Despite the investigators' efforts, the cause of the accident was never discovered. Only a portion of the aircraft's wreckage was recovered; additionally, the aircraft was not equipped with flight recorders or black boxes, items that existed only on jet aircraft of that era.

The following hypotheses were proposed to explain the accident:

- Explosion on board (dismissed after examining the wreckage);
- Accidental opening of the rear right door during the flight, which, torn off by the wind, hit the right engine (dismissed after the door was found with its locks intact);
- Damage caused by an unknown agent (bird strike, engine defect, etc.) to the right engine found without the front part and its propeller (dismissed due to the inability to determine if the lack of part of the engine and propeller was a result of impact over the waters of Baía de Guanabara or problems with the respective engine);

The plane crashed on Ilha dos Ferros, scattering wreckage across the island and into the sea, with searches for the wreckage continuing until July 6. Some wreckage was found in the region of Ilha de Paquetá.
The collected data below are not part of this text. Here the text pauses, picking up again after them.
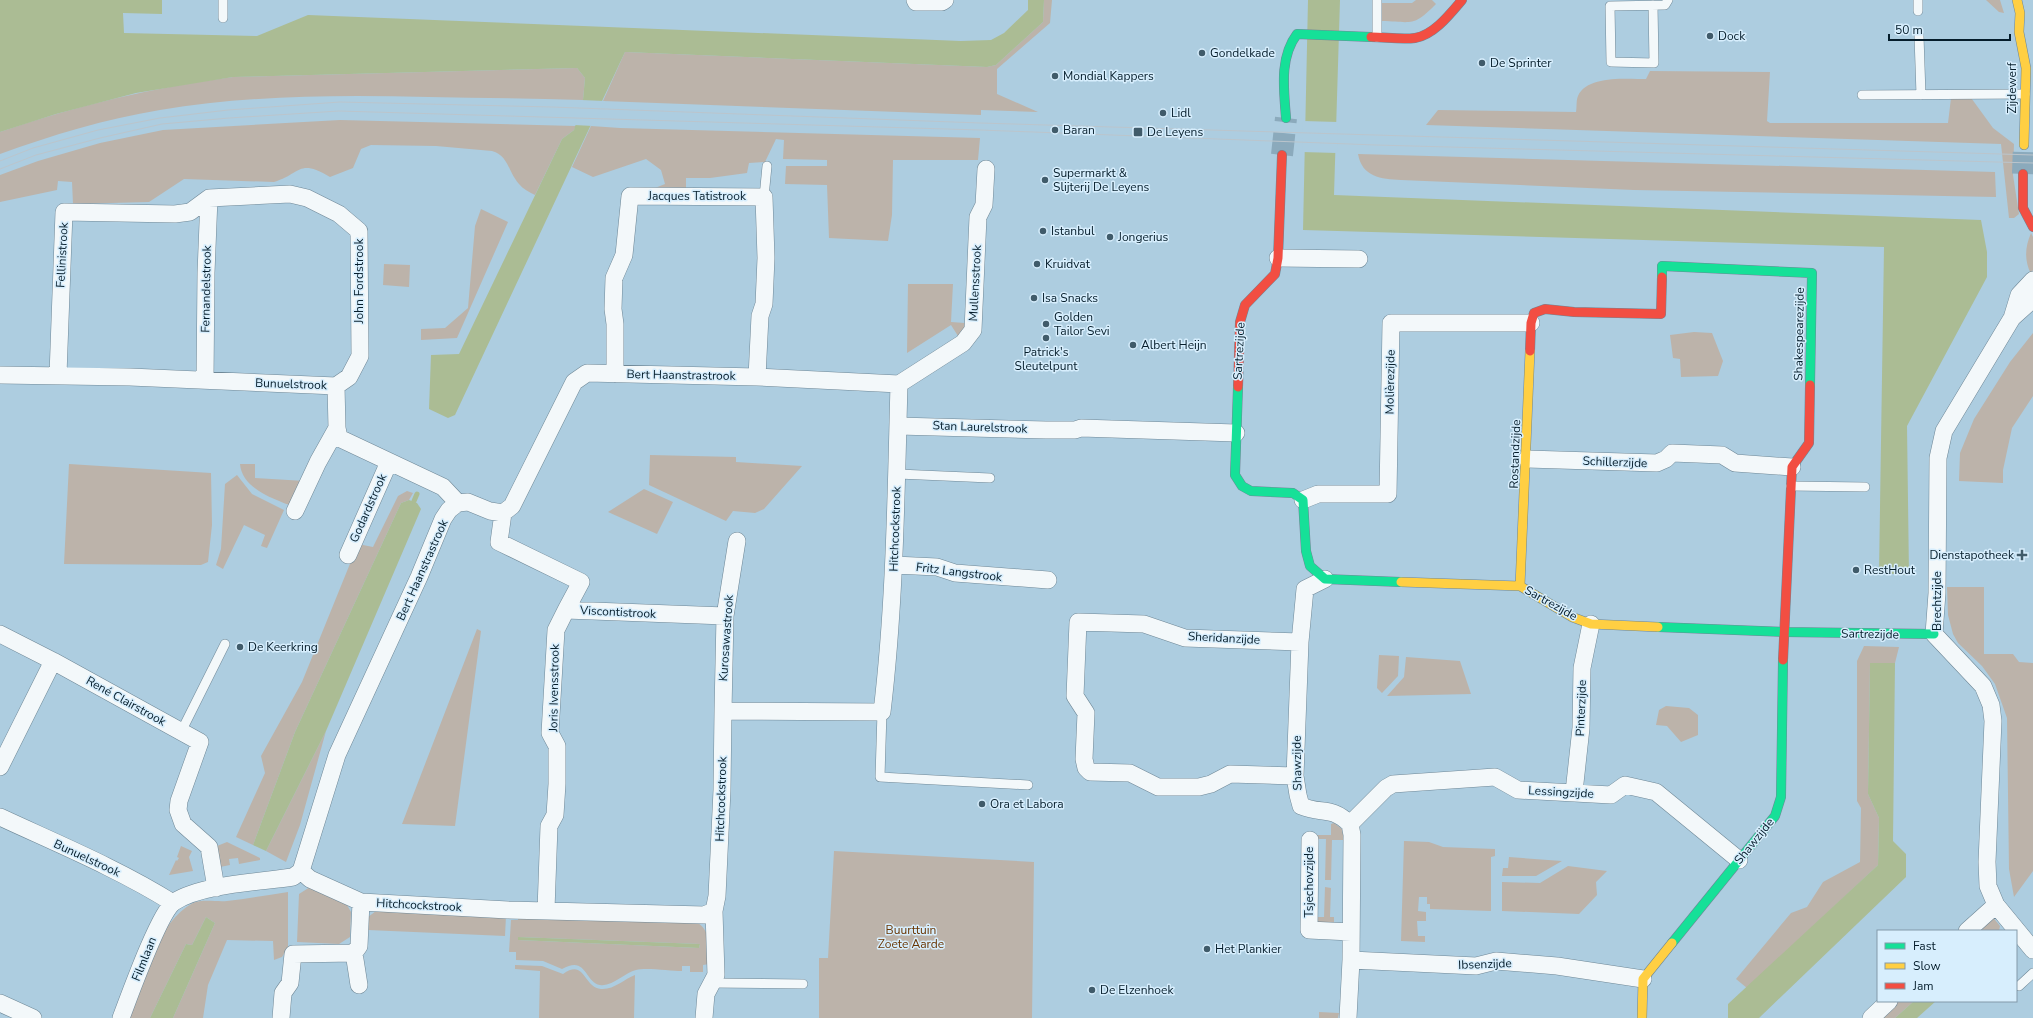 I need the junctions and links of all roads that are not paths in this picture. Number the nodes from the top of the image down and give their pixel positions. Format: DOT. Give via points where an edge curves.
graph roads {
  1 [pos="223,0"];
  2 [pos="915,0"];
  3 [pos="945,0"];
  4 [pos="1377,0"];
  5 [pos="1462,0"];
  6 [pos="1668,0"];
  7 [pos="1918,0"];
  8 [pos="2017,0"];
  9 [pos="1653,5"];
  10 [pos="1918,11"];
  11 [pos="2010,15"];
  12 [pos="223,18"];
  13 [pos="2019,32"];
  14 [pos="1919,36"];
  15 [pos="1377,37"];
  16 [pos="2025,94"];
  17 [pos="1862,95"];
  18 [pos="1921,95"];
  19 [pos="1286,118"];
  20 [pos="2024,145"];
  21 [pos="1282,155"];
  22 [pos="767,166"];
  23 [pos="986,169"];
  24 [pos="764,197"];
  25 [pos="2033,197"];
  26 [pos="208,198"];
  27 [pos="2033,227"];
  28 [pos="1278,258"];
  29 [pos="1359,259"];
  30 [pos="2033,280"];
  31 [pos="2033,299"];
  32 [pos="2012,318"];
  33 [pos="1531,323"];
  34 [pos="615,374"];
  35 [pos="0,375"];
  36 [pos="58,376"];
  37 [pos="757,377"];
  38 [pos="205,380"];
  39 [pos="899,384"];
  40 [pos="336,386"];
  41 [pos="898,426"];
  42 [pos="337,428"];
  43 [pos="1236,433"];
  44 [pos="1527,459"];
  45 [pos="388,462"];
  46 [pos="1792,467"];
  47 [pos="898,474"];
  48 [pos="990,478"];
  49 [pos="1791,486"];
  50 [pos="1865,487"];
  51 [pos="1303,500"];
  52 [pos="458,503"];
  53 [pos="295,511"];
  54 [pos="504,513"];
  55 [pos="737,541"];
  56 [pos="348,555"];
  57 [pos="894,566"];
  58 [pos="1325,579"];
  59 [pos="1048,580"];
  60 [pos="1520,586"];
  61 [pos="566,610"];
  62 [pos="725,616"];
  63 [pos="1591,624"];
  64 [pos="1784,632"];
  65 [pos="0,634"];
  66 [pos="1934,634"];
  67 [pos="1300,642"];
  68 [pos="225,644"];
  69 [pos="53,661"];
  70 [pos="722,711"];
  71 [pos="882,712"];
  72 [pos="181,732"];
  73 [pos="0,767"];
  74 [pos="1295,776"];
  75 [pos="1028,785"];
  76 [pos="1574,792"];
  77 [pos="0,817"];
  78 [pos="1350,824"];
  79 [pos="1310,840"];
  80 [pos="1739,860"];
  81 [pos="300,870"];
  82 [pos="216,888"];
  83 [pos="361,902"];
  84 [pos="173,903"];
  85 [pos="1996,905"];
  86 [pos="546,910"];
  87 [pos="714,911"];
  88 [pos="1967,930"];
  89 [pos="2017,930"];
  90 [pos="2017,931"];
  91 [pos="1351,932"];
  92 [pos="2033,950"];
  93 [pos="354,954"];
  94 [pos="1351,960"];
  95 [pos="2033,973"];
  96 [pos="1643,979"];
  97 [pos="711,983"];
  98 [pos="803,984"];
  99 [pos="360,985"];
  100 [pos="2019,986"];
  101 [pos="1888,1002"];
  102 [pos="9,1010"];
  103 [pos="33,1018"];
  104 [pos="121,1018"];
  105 [pos="281,1018"];
  106 [pos="704,1018"];
  107 [pos="1348,1018"];
  108 [pos="1642,1018"];
  109 [pos="1871,1018"];
  1 -- 12 [label="lane"];
  2 -- 3 [label="street"];
  4 -- 15 [label="lane"];
  5 -- 15 [label="street" via="1429,34 1415,38"];
  6 -- 9 [label="lane" via="1665,5"];
  7 -- 10 [label="lane"];
  8 -- 13 [label="street, Zijdewerf" via="2020,13"];
  9 -- 9 [label="lane" via="1610,6 1611,62 1654,63"];
  11 -- 13 [label="street, Zijdewerf"];
  13 -- 16 [label="street, Zijdewerf" via="2026,68"];
  14 -- 18 [label="lane"];
  15 -- 19 [label="street" via="1297,34 1287,50"];
  16 -- 18 [label="lane"];
  16 -- 20 [label="street, Zijdewerf"];
  17 -- 18 [label="lane"];
  21 -- 28 [label="street"];
  22 -- 24 [label="lane"];
  23 -- 39 [label="street, Mullensstrook" via="984,205 978,217 973,330 963,343"];
  24 -- 34 [label="street, Jacques Tatistrook" via="630,196 624,255 614,278 612,309 615,324"];
  24 -- 37 [label="street, Jacques Tatistrook" via="766,258"];
  25 -- 27 [label="street" via="2023,174 2023,208"];
  26 -- 36 [label="street, Fellinistrook" via="190,212 175,214 65,207"];
  26 -- 38 [label="street, Fernandelstrook"];
  26 -- 40 [label="street, John Fordstrook" via="290,194 307,198 339,214 359,231 360,356 349,377"];
  28 -- 29 [label="street"];
  28 -- 43 [label="street, Sartrezijde" via="1275,274 1245,305 1240,322"];
  30 -- 32 [label="street, Brechtzijde" via="2019,296"];
  31 -- 32 [label="street, Brechtzijde"];
  32 -- 66 [label="street, Brechtzijde" via="1944,431 1938,458 1937,593"];
  33 -- 44 [label="street, Rostandzijde"];
  33 -- 46 [label="street, Shakespearezijde" via="1534,313 1545,309 1661,314 1662,266 1812,273 1809,443"];
  33 -- 51 [label="street, Molièrezijde" via="1391,323 1388,494 1318,494"];
  34 -- 37 [label="street, Bert Haanstrastrook"];
  34 -- 54 [label="street, Bert Haanstrastrook" via="587,373 574,382 518,496"];
  35 -- 36 [label="street, Bunuelstrook"];
  36 -- 38 [label="street, Bunuelstrook"];
  37 -- 39 [label="street, Bert Haanstrastrook"];
  38 -- 40 [label="street, Bunuelstrook"];
  39 -- 41 [label="street, Hitchcockstrook"];
  40 -- 42 [label="street, Bunuelstrook"];
  41 -- 43 [label="street, Stan Laurelstrook"];
  41 -- 47 [label="street, Hitchcockstrook"];
  42 -- 45 [label="street" via="339,438"];
  42 -- 53 [label="street"];
  43 -- 51 [label="street, Sartrezijde" via="1235,475 1242,486 1251,491 1293,493"];
  44 -- 46 [label="street, Schillerzijde" via="1657,463 1672,453 1722,455 1735,463"];
  44 -- 60 [label="street, Rostandzijde"];
  45 -- 52 [label="street" via="443,487"];
  45 -- 56 [label="street, Godardstrook"];
  46 -- 49 [label="street"];
  47 -- 48 [label="lane"];
  47 -- 57 [label="street, Hitchcockstrook"];
  49 -- 50 [label="lane"];
  49 -- 64 [label="street"];
  51 -- 58 [label="street" via="1306,551 1310,566"];
  52 -- 54 [label="street" via="468,502"];
  52 -- 81 [label="street, Bert Haanstrastrook" via="449,510 444,519 337,756"];
  54 -- 61 [label="street, Viscontistrook" via="499,542 581,582"];
  55 -- 62 [label="street, Kurosawastrook"];
  57 -- 59 [label="street, Fritz Langstrook" via="937,567 955,573"];
  57 -- 71 [label="street, Hitchcockstrook" via="890,642"];
  58 -- 60 [label="street, Sartrezijde"];
  58 -- 67 [label="street, Shawzijde" via="1305,589"];
  60 -- 63 [label="street, Sartrezijde" via="1572,617"];
  61 -- 62 [label="street, Viscontistrook"];
  61 -- 86 [label="street, Joris Ivensstrook" via="556,630 550,733 557,746 557,784 555,815 549,826"];
  62 -- 70 [label="street, Kurosawastrook"];
  63 -- 64 [label="street, Sartrezijde"];
  63 -- 76 [label="street, Pinterzijde" via="1582,668 1581,728"];
  64 -- 66 [label="street, Sartrezijde"];
  64 -- 80 [label="street, Shawzijde" via="1781,796 1775,816"];
  65 -- 69 [label="street, René Clairstrook"];
  66 -- 85 [label="street, Brechtzijde" via="1983,686 1991,705 1993,721 1987,862 1988,886"];
  67 -- 74 [label="street, Shawzijde"];
  67 -- 74 [label="street, Sheridanzijde" via="1185,638 1144,624 1078,622 1075,696 1086,713 1084,759 1090,772 1130,772 1158,787 1199,787 1230,774"];
  68 -- 72 [label="lane"];
  69 -- 72 [label="street, René Clairstrook"];
  69 -- 73 [label="street"];
  70 -- 71 [label="street"];
  70 -- 87 [label="street, Hitchcockstrook" via="722,797"];
  71 -- 75 [label="lane" via="880,777"];
  72 -- 82 [label="street, René Clairstrook" via="200,742 178,810 186,828 209,847"];
  74 -- 78 [label="street, Shawzijde" via="1301,806 1331,810"];
  76 -- 78 [label="street, Lessingzijde" via="1518,790 1494,777 1393,784"];
  76 -- 80 [label="street, Lessingzijde" via="1611,795 1625,785 1656,792"];
  77 -- 84 [label="street, Bunuelstrook" via="148,887"];
  78 -- 91 [label="street"];
  79 -- 91 [label="street, Tsjechovzijde" via="1309,930"];
  80 -- 96 [label="street, Shawzijde"];
  81 -- 82 [label="street" via="293,877"];
  81 -- 83 [label="street, Hitchcockstrook" via="310,879"];
  82 -- 84 [label="street" via="190,894"];
  83 -- 86 [label="street, Hitchcockstrook"];
  83 -- 93 [label="street" via="359,946"];
  84 -- 104 [label="street, Filmlaan" via="156,930"];
  85 -- 88 [label="street"];
  85 -- 89 [label="street, Brechtzijde"];
  86 -- 87 [label="street, Hitchcockstrook" via="704,915"];
  87 -- 97 [label="street" via="716,975"];
  90 -- 92 [label="street, Brechtzijde"];
  91 -- 94 [label="street"];
  93 -- 99 [label="street"];
  93 -- 105 [label="street" via="293,954 290,983 283,993"];
  94 -- 96 [label="street, Ibsenzijde" via="1476,966 1496,961 1557,966"];
  94 -- 107 [label="street"];
  95 -- 100 [label="lane"];
  96 -- 108 [label="street"];
  97 -- 98 [label="lane"];
  97 -- 106 [label="street" via="706,994"];
  101 -- 109 [label="street"];
  102 -- 103 [label="street"];
} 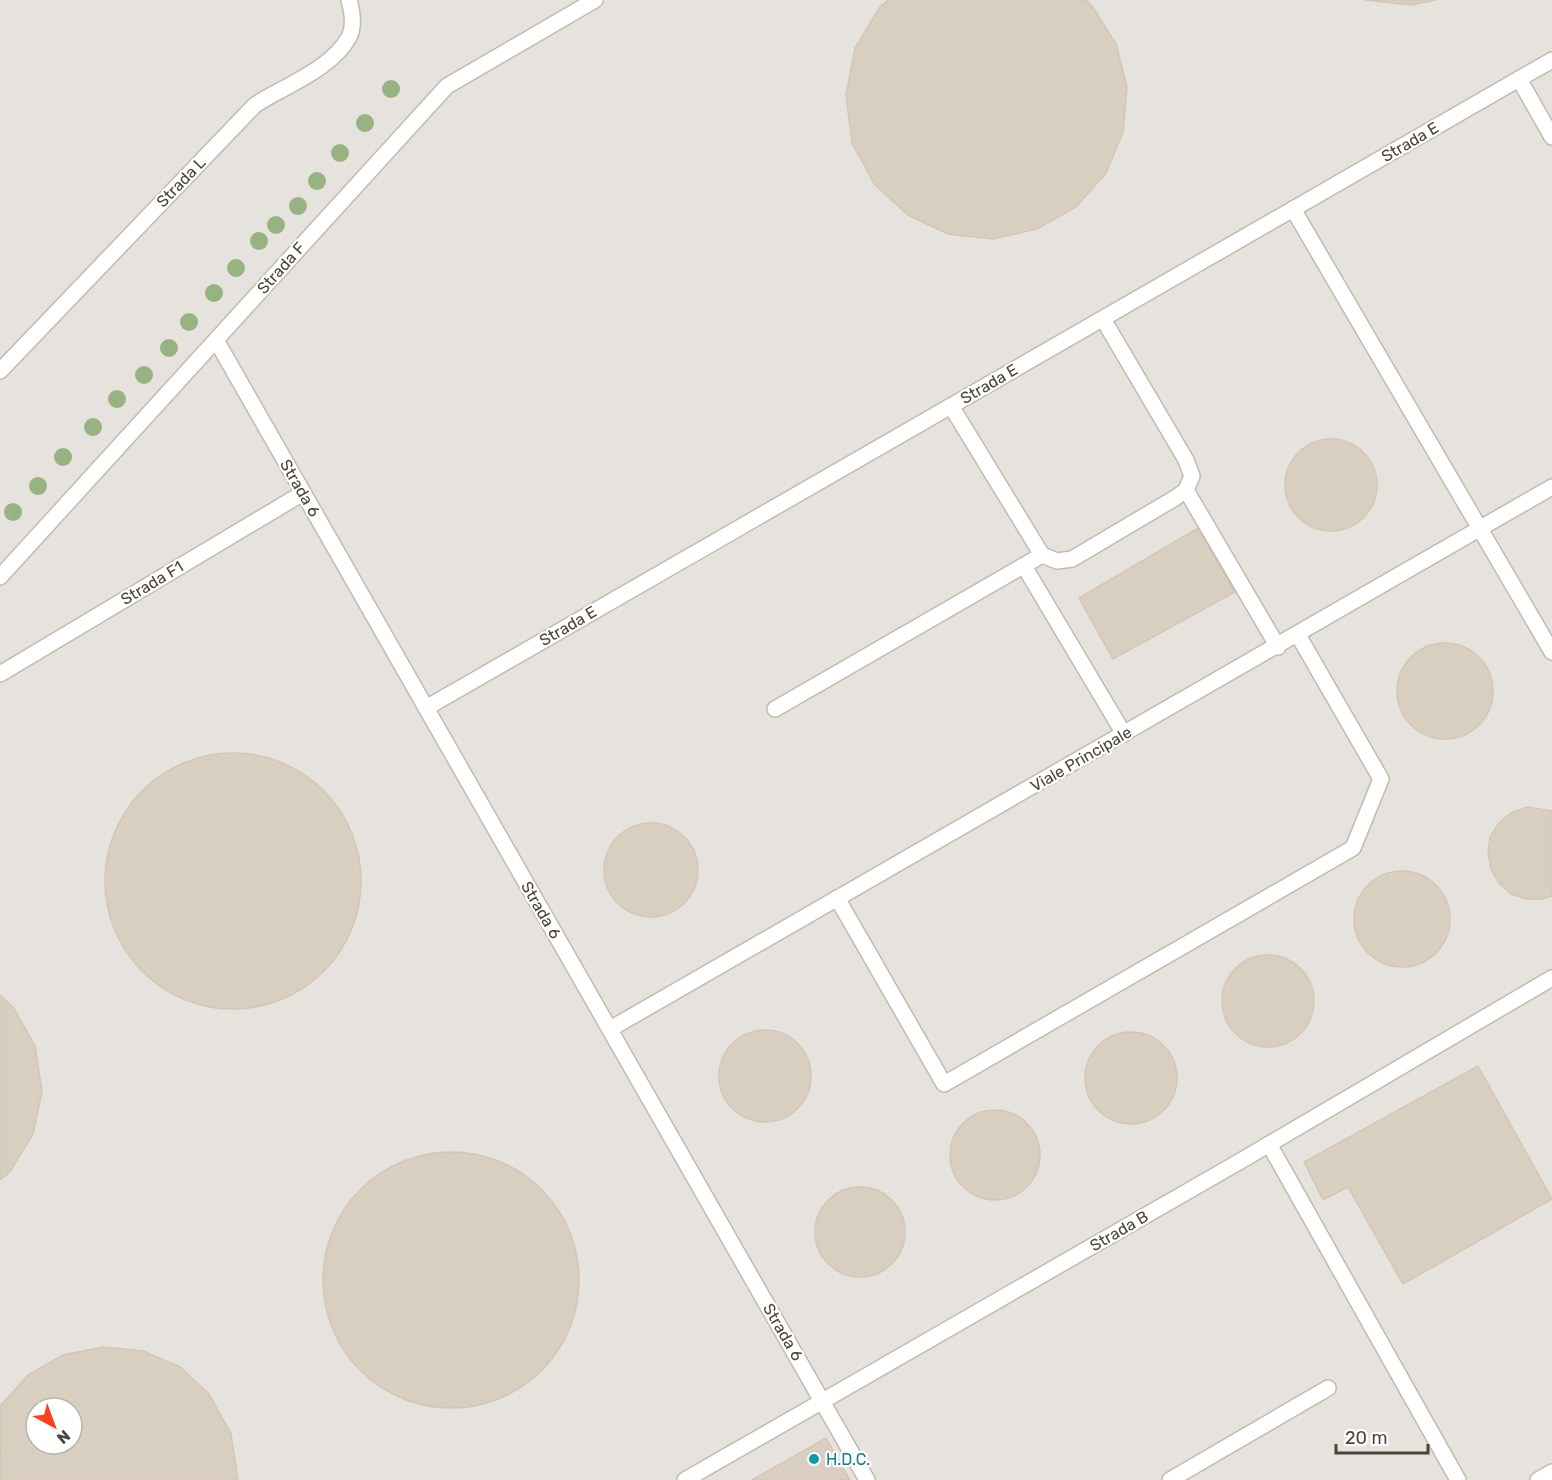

The accident contributed to the decline of Real Transportes Aéreos, which was acquired by Varig the following year. The accident also prompted the creation of a Parliamentary Inquiry Commission by the Chamber of Deputies, aimed at investigating the causes of the high number of aviation accidents in the country at that time. The CPI was chaired by Congressman Miguel Antônio Bahury, whose wife, Maria, had died in the crash of REAL Flight 435. Ironically, Congressman Bahury also died about 3 years later in the crash of Serviços Aéreos Cruzeiro do Sul Flight 144, operated by another Convair 340, near the São Paulo–Congonhas Airport.

== Bibliography ==
- Silva, Carlos Ari César Germano da (2008). "O rastro da bruxa: história da aviação comercial brasileira no século xx através de seus acidentes: 1928-1996"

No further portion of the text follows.